Should an entry contain an image, omit it and repeat the rest exactly.

[Saved entries]
::::::::

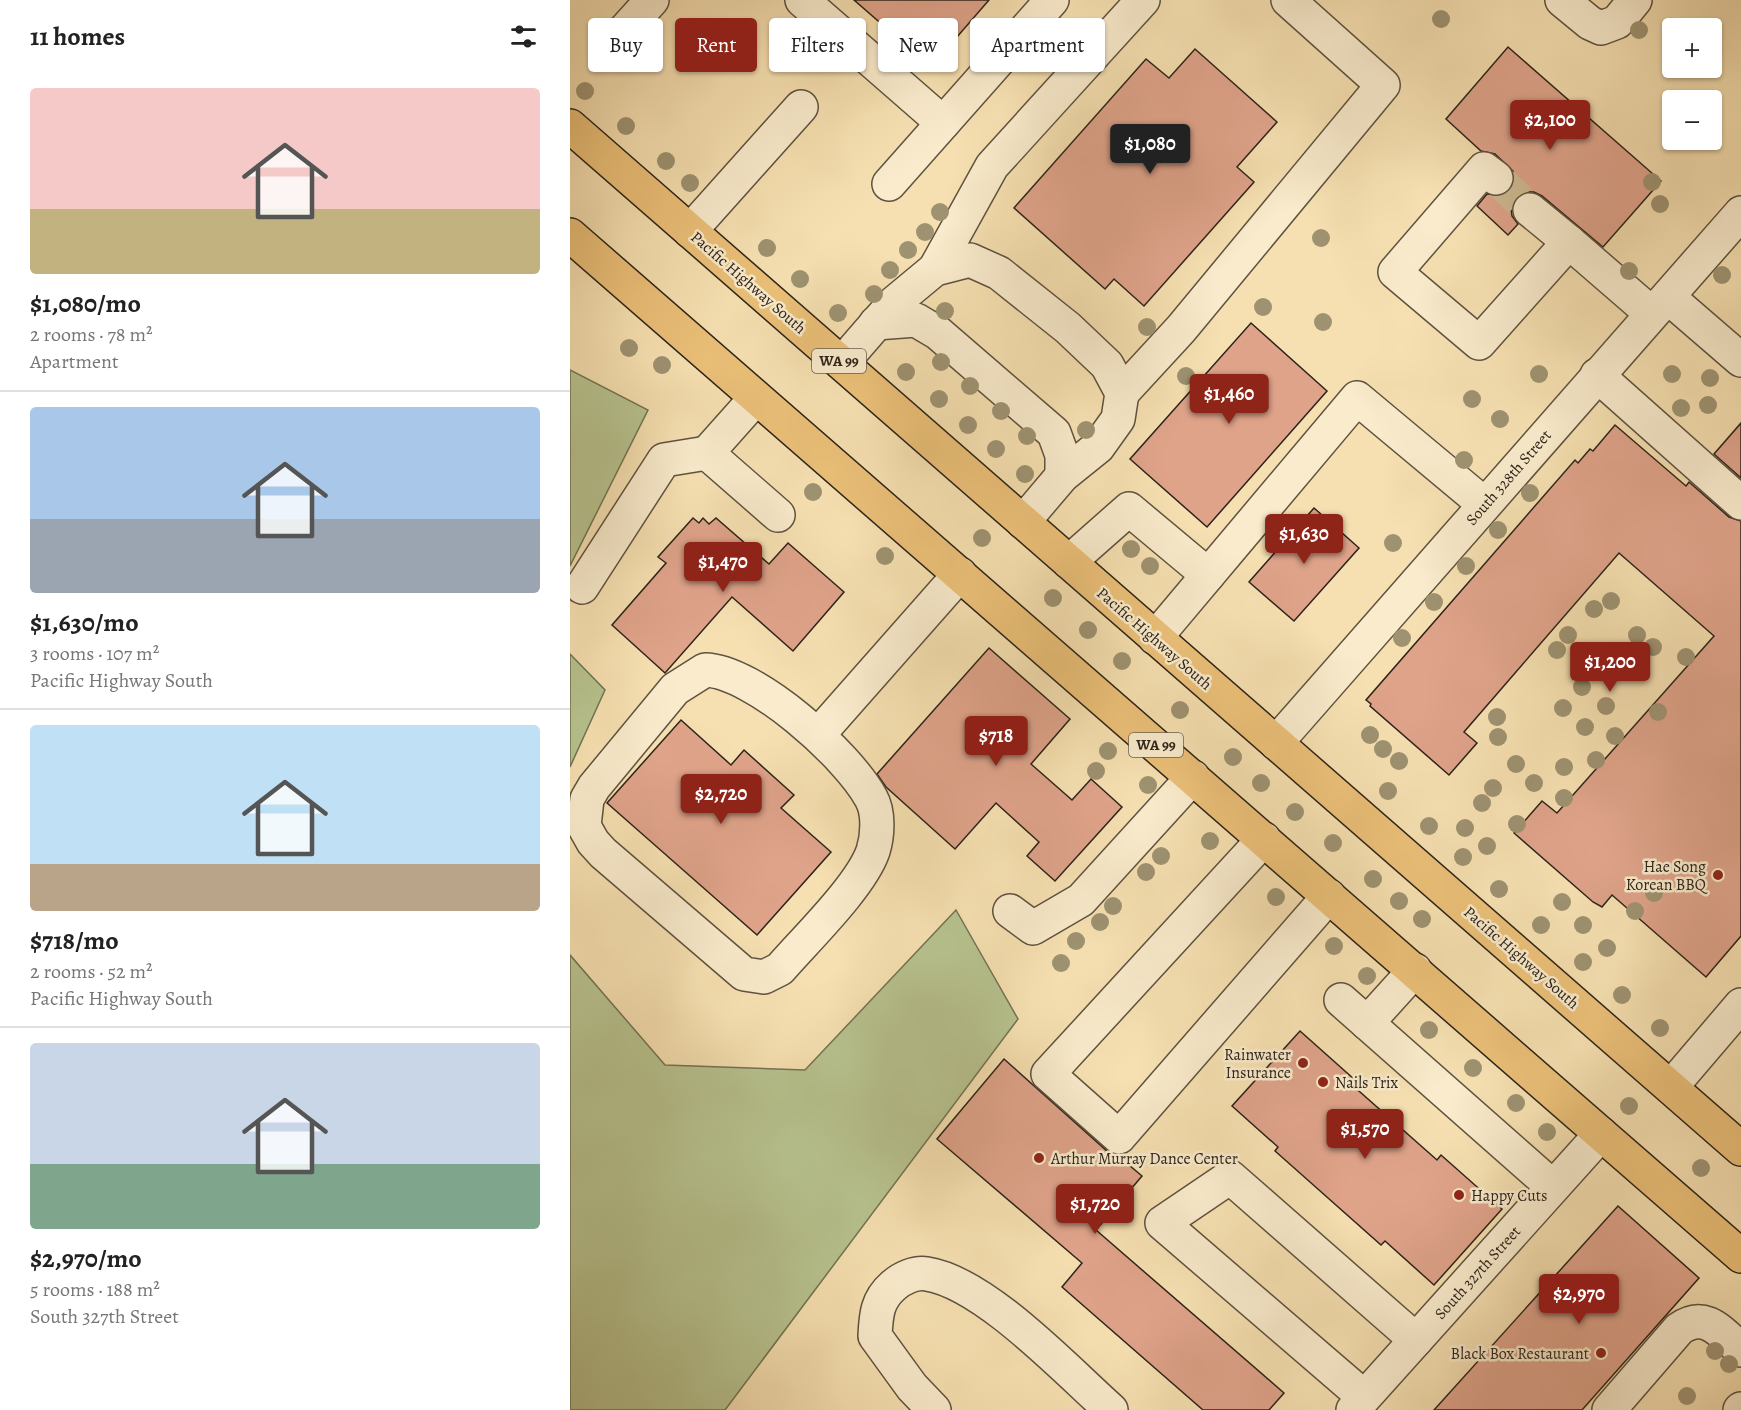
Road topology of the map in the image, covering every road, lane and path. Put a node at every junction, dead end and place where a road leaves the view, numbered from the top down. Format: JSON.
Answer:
{"nodes":[{"id":1,"x":652,"y":0,"type":"edge"},
{"id":2,"x":802,"y":0,"type":"edge"},
{"id":3,"x":1052,"y":0,"type":"edge"},
{"id":4,"x":1143,"y":0,"type":"edge"},
{"id":5,"x":1288,"y":0,"type":"edge"},
{"id":6,"x":1562,"y":0,"type":"edge"},
{"id":7,"x":1635,"y":0,"type":"edge"},
{"id":8,"x":636,"y":18,"type":"edge"},
{"id":9,"x":801,"y":107,"type":"dead end"},
{"id":10,"x":943,"y":123,"type":"junction"},
{"id":11,"x":570,"y":126,"type":"edge"},
{"id":12,"x":1496,"y":178,"type":"dead end"},
{"id":13,"x":889,"y":184,"type":"dead end"},
{"id":14,"x":1530,"y":210,"type":"tunnel mouth"},
{"id":15,"x":1741,"y":213,"type":"edge"},
{"id":16,"x":690,"y":231,"type":"junction"},
{"id":17,"x":570,"y":235,"type":"edge"},
{"id":18,"x":1569,"y":242,"type":"junction"},
{"id":19,"x":935,"y":269,"type":"junction"},
{"id":20,"x":1659,"y":305,"type":"junction"},
{"id":21,"x":876,"y":323,"type":"junction"},
{"id":22,"x":1741,"y":360,"type":"edge"},
{"id":23,"x":842,"y":363,"type":"junction"},
{"id":24,"x":1597,"y":375,"type":"junction"},
{"id":25,"x":1122,"y":393,"type":"junction"},
{"id":26,"x":756,"y":398,"type":"junction"},
{"id":27,"x":707,"y":453,"type":"junction"},
{"id":28,"x":1062,"y":476,"type":"junction"},
{"id":29,"x":1741,"y":503,"type":"edge"},
{"id":30,"x":1484,"y":504,"type":"junction"},
{"id":31,"x":778,"y":515,"type":"dead end"},
{"id":32,"x":1023,"y":522,"type":"junction"},
{"id":33,"x":1069,"y":562,"type":"junction"},
{"id":34,"x":960,"y":574,"type":"junction"},
{"id":35,"x":1208,"y":575,"type":"junction"},
{"id":36,"x":582,"y":587,"type":"dead end"},
{"id":37,"x":1155,"y":638,"type":"junction"},
{"id":38,"x":818,"y":735,"type":"junction"},
{"id":39,"x":1276,"y":743,"type":"junction"},
{"id":40,"x":1193,"y":777,"type":"junction"},
{"id":41,"x":1264,"y":839,"type":"junction"},
{"id":42,"x":1329,"y":897,"type":"junction"},
{"id":43,"x":1010,"y":911,"type":"dead end"},
{"id":44,"x":1415,"y":970,"type":"junction"},
{"id":45,"x":1341,"y":1000,"type":"dead end"},
{"id":46,"x":1741,"y":1005,"type":"edge"},
{"id":47,"x":1367,"y":1023,"type":"junction"},
{"id":48,"x":1671,"y":1087,"type":"junction"},
{"id":49,"x":1601,"y":1134,"type":"junction"},
{"id":50,"x":1741,"y":1149,"type":"edge"},
{"id":51,"x":1553,"y":1186,"type":"junction"},
{"id":52,"x":1741,"y":1256,"type":"edge"},
{"id":53,"x":1416,"y":1340,"type":"junction"},
{"id":54,"x":1741,"y":1350,"type":"edge"},
{"id":55,"x":1359,"y":1403,"type":"edge"},
{"id":56,"x":934,"y":1410,"type":"edge"},
{"id":57,"x":1112,"y":1410,"type":"edge"},
{"id":58,"x":1609,"y":1410,"type":"edge"}],
"edges":[{"from":1,"to":8,"type":"street"},
{"from":2,"to":10,"type":"street"},
{"from":3,"to":10,"type":"street"},
{"from":4,"to":19,"type":"street"},
{"from":5,"to":25,"type":"street"},
{"from":6,"to":7,"type":"street"},
{"from":9,"to":16,"type":"street"},
{"from":10,"to":13,"type":"street"},
{"from":11,"to":16,"type":"main road","name":"Pacific Highway South","number":"WA 99"},
{"from":12,"to":18,"type":"street"},
{"from":14,"to":18,"type":"street"},
{"from":15,"to":20,"type":"street","name":"South 328th Street"},
{"from":16,"to":23,"type":"main road","name":"Pacific Highway South","number":"WA 99"},
{"from":17,"to":26,"type":"main road","number":"WA 99"},
{"from":18,"to":20,"type":"street"},
{"from":19,"to":21,"type":"street"},
{"from":19,"to":25,"type":"street"},
{"from":20,"to":22,"type":"street"},
{"from":20,"to":24,"type":"street","name":"South 328th Street"},
{"from":21,"to":23,"type":"street"},
{"from":21,"to":28,"type":"street"},
{"from":23,"to":32,"type":"main road","name":"Pacific Highway South","number":"WA 99"},
{"from":24,"to":29,"type":"street"},
{"from":24,"to":30,"type":"street","name":"South 328th Street"},
{"from":25,"to":28,"type":"street"},
{"from":26,"to":27,"type":"street"},
{"from":26,"to":34,"type":"main road","number":"WA 99"},
{"from":27,"to":31,"type":"street"},
{"from":27,"to":36,"type":"street"},
{"from":28,"to":32,"type":"street"},
{"from":30,"to":35,"type":"street"},
{"from":30,"to":39,"type":"street","name":"South 328th Street"},
{"from":32,"to":33,"type":"main road","name":"Pacific Highway South","number":"WA 99"},
{"from":33,"to":35,"type":"street"},
{"from":33,"to":37,"type":"main road","name":"Pacific Highway South","number":"WA 99"},
{"from":34,"to":38,"type":"street"},
{"from":34,"to":40,"type":"main road","number":"WA 99"},
{"from":35,"to":37,"type":"street"},
{"from":37,"to":39,"type":"main road","name":"Pacific Highway South","number":"WA 99"},
{"from":38,"to":38,"type":"street"},
{"from":39,"to":48,"type":"main road","name":"Pacific Highway South","number":"WA 99"},
{"from":40,"to":41,"type":"main road","number":"WA 99"},
{"from":40,"to":43,"type":"street"},
{"from":41,"to":42,"type":"main road","number":"WA 99"},
{"from":41,"to":42,"type":"street"},
{"from":42,"to":44,"type":"main road","number":"WA 99"},
{"from":44,"to":47,"type":"street"},
{"from":44,"to":49,"type":"main road","number":"WA 99"},
{"from":45,"to":47,"type":"street"},
{"from":46,"to":48,"type":"street"},
{"from":47,"to":51,"type":"street"},
{"from":48,"to":50,"type":"main road","name":"Pacific Highway South","number":"WA 99"},
{"from":49,"to":51,"type":"street","name":"South 327th Street"},
{"from":49,"to":52,"type":"main road","number":"WA 99"},
{"from":51,"to":53,"type":"street","name":"South 327th Street"},
{"from":53,"to":55,"type":"street","name":"South 327th Street"},
{"from":53,"to":55,"type":"street"},
{"from":54,"to":58,"type":"street"},
{"from":56,"to":57,"type":"street"}]}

::::::::

§ **RESULT OF THE TASK**:
Road topology of the map in the image, covering every road, lane and path. Put a node at every junction, dead end and place where a road leaves the view, numbered from the top down. Format: JSON.
Answer:
{"nodes":[{"id":1,"x":652,"y":0,"type":"edge"},
{"id":2,"x":802,"y":0,"type":"edge"},
{"id":3,"x":1052,"y":0,"type":"edge"},
{"id":4,"x":1143,"y":0,"type":"edge"},
{"id":5,"x":1288,"y":0,"type":"edge"},
{"id":6,"x":1562,"y":0,"type":"edge"},
{"id":7,"x":1635,"y":0,"type":"edge"},
{"id":8,"x":636,"y":18,"type":"edge"},
{"id":9,"x":801,"y":107,"type":"dead end"},
{"id":10,"x":943,"y":123,"type":"junction"},
{"id":11,"x":570,"y":126,"type":"edge"},
{"id":12,"x":1496,"y":178,"type":"dead end"},
{"id":13,"x":889,"y":184,"type":"dead end"},
{"id":14,"x":1530,"y":210,"type":"tunnel mouth"},
{"id":15,"x":1741,"y":213,"type":"edge"},
{"id":16,"x":690,"y":231,"type":"junction"},
{"id":17,"x":570,"y":235,"type":"edge"},
{"id":18,"x":1569,"y":242,"type":"junction"},
{"id":19,"x":935,"y":269,"type":"junction"},
{"id":20,"x":1659,"y":305,"type":"junction"},
{"id":21,"x":876,"y":323,"type":"junction"},
{"id":22,"x":1741,"y":360,"type":"edge"},
{"id":23,"x":842,"y":363,"type":"junction"},
{"id":24,"x":1597,"y":375,"type":"junction"},
{"id":25,"x":1122,"y":393,"type":"junction"},
{"id":26,"x":756,"y":398,"type":"junction"},
{"id":27,"x":707,"y":453,"type":"junction"},
{"id":28,"x":1062,"y":476,"type":"junction"},
{"id":29,"x":1741,"y":503,"type":"edge"},
{"id":30,"x":1484,"y":504,"type":"junction"},
{"id":31,"x":778,"y":515,"type":"dead end"},
{"id":32,"x":1023,"y":522,"type":"junction"},
{"id":33,"x":1069,"y":562,"type":"junction"},
{"id":34,"x":960,"y":574,"type":"junction"},
{"id":35,"x":1208,"y":575,"type":"junction"},
{"id":36,"x":582,"y":587,"type":"dead end"},
{"id":37,"x":1155,"y":638,"type":"junction"},
{"id":38,"x":818,"y":735,"type":"junction"},
{"id":39,"x":1276,"y":743,"type":"junction"},
{"id":40,"x":1193,"y":777,"type":"junction"},
{"id":41,"x":1264,"y":839,"type":"junction"},
{"id":42,"x":1329,"y":897,"type":"junction"},
{"id":43,"x":1010,"y":911,"type":"dead end"},
{"id":44,"x":1415,"y":970,"type":"junction"},
{"id":45,"x":1341,"y":1000,"type":"dead end"},
{"id":46,"x":1741,"y":1005,"type":"edge"},
{"id":47,"x":1367,"y":1023,"type":"junction"},
{"id":48,"x":1671,"y":1087,"type":"junction"},
{"id":49,"x":1601,"y":1134,"type":"junction"},
{"id":50,"x":1741,"y":1149,"type":"edge"},
{"id":51,"x":1553,"y":1186,"type":"junction"},
{"id":52,"x":1741,"y":1256,"type":"edge"},
{"id":53,"x":1416,"y":1340,"type":"junction"},
{"id":54,"x":1741,"y":1350,"type":"edge"},
{"id":55,"x":1359,"y":1403,"type":"edge"},
{"id":56,"x":934,"y":1410,"type":"edge"},
{"id":57,"x":1112,"y":1410,"type":"edge"},
{"id":58,"x":1609,"y":1410,"type":"edge"}],
"edges":[{"from":1,"to":8,"type":"street"},
{"from":2,"to":10,"type":"street"},
{"from":3,"to":10,"type":"street"},
{"from":4,"to":19,"type":"street"},
{"from":5,"to":25,"type":"street"},
{"from":6,"to":7,"type":"street"},
{"from":9,"to":16,"type":"street"},
{"from":10,"to":13,"type":"street"},
{"from":11,"to":16,"type":"main road","name":"Pacific Highway South","number":"WA 99"},
{"from":12,"to":18,"type":"street"},
{"from":14,"to":18,"type":"street"},
{"from":15,"to":20,"type":"street","name":"South 328th Street"},
{"from":16,"to":23,"type":"main road","name":"Pacific Highway South","number":"WA 99"},
{"from":17,"to":26,"type":"main road","number":"WA 99"},
{"from":18,"to":20,"type":"street"},
{"from":19,"to":21,"type":"street"},
{"from":19,"to":25,"type":"street"},
{"from":20,"to":22,"type":"street"},
{"from":20,"to":24,"type":"street","name":"South 328th Street"},
{"from":21,"to":23,"type":"street"},
{"from":21,"to":28,"type":"street"},
{"from":23,"to":32,"type":"main road","name":"Pacific Highway South","number":"WA 99"},
{"from":24,"to":29,"type":"street"},
{"from":24,"to":30,"type":"street","name":"South 328th Street"},
{"from":25,"to":28,"type":"street"},
{"from":26,"to":27,"type":"street"},
{"from":26,"to":34,"type":"main road","number":"WA 99"},
{"from":27,"to":31,"type":"street"},
{"from":27,"to":36,"type":"street"},
{"from":28,"to":32,"type":"street"},
{"from":30,"to":35,"type":"street"},
{"from":30,"to":39,"type":"street","name":"South 328th Street"},
{"from":32,"to":33,"type":"main road","name":"Pacific Highway South","number":"WA 99"},
{"from":33,"to":35,"type":"street"},
{"from":33,"to":37,"type":"main road","name":"Pacific Highway South","number":"WA 99"},
{"from":34,"to":38,"type":"street"},
{"from":34,"to":40,"type":"main road","number":"WA 99"},
{"from":35,"to":37,"type":"street"},
{"from":37,"to":39,"type":"main road","name":"Pacific Highway South","number":"WA 99"},
{"from":38,"to":38,"type":"street"},
{"from":39,"to":48,"type":"main road","name":"Pacific Highway South","number":"WA 99"},
{"from":40,"to":41,"type":"main road","number":"WA 99"},
{"from":40,"to":43,"type":"street"},
{"from":41,"to":42,"type":"main road","number":"WA 99"},
{"from":41,"to":42,"type":"street"},
{"from":42,"to":44,"type":"main road","number":"WA 99"},
{"from":44,"to":47,"type":"street"},
{"from":44,"to":49,"type":"main road","number":"WA 99"},
{"from":45,"to":47,"type":"street"},
{"from":46,"to":48,"type":"street"},
{"from":47,"to":51,"type":"street"},
{"from":48,"to":50,"type":"main road","name":"Pacific Highway South","number":"WA 99"},
{"from":49,"to":51,"type":"street","name":"South 327th Street"},
{"from":49,"to":52,"type":"main road","number":"WA 99"},
{"from":51,"to":53,"type":"street","name":"South 327th Street"},
{"from":53,"to":55,"type":"street","name":"South 327th Street"},
{"from":53,"to":55,"type":"street"},
{"from":54,"to":58,"type":"street"},
{"from":56,"to":57,"type":"street"}]}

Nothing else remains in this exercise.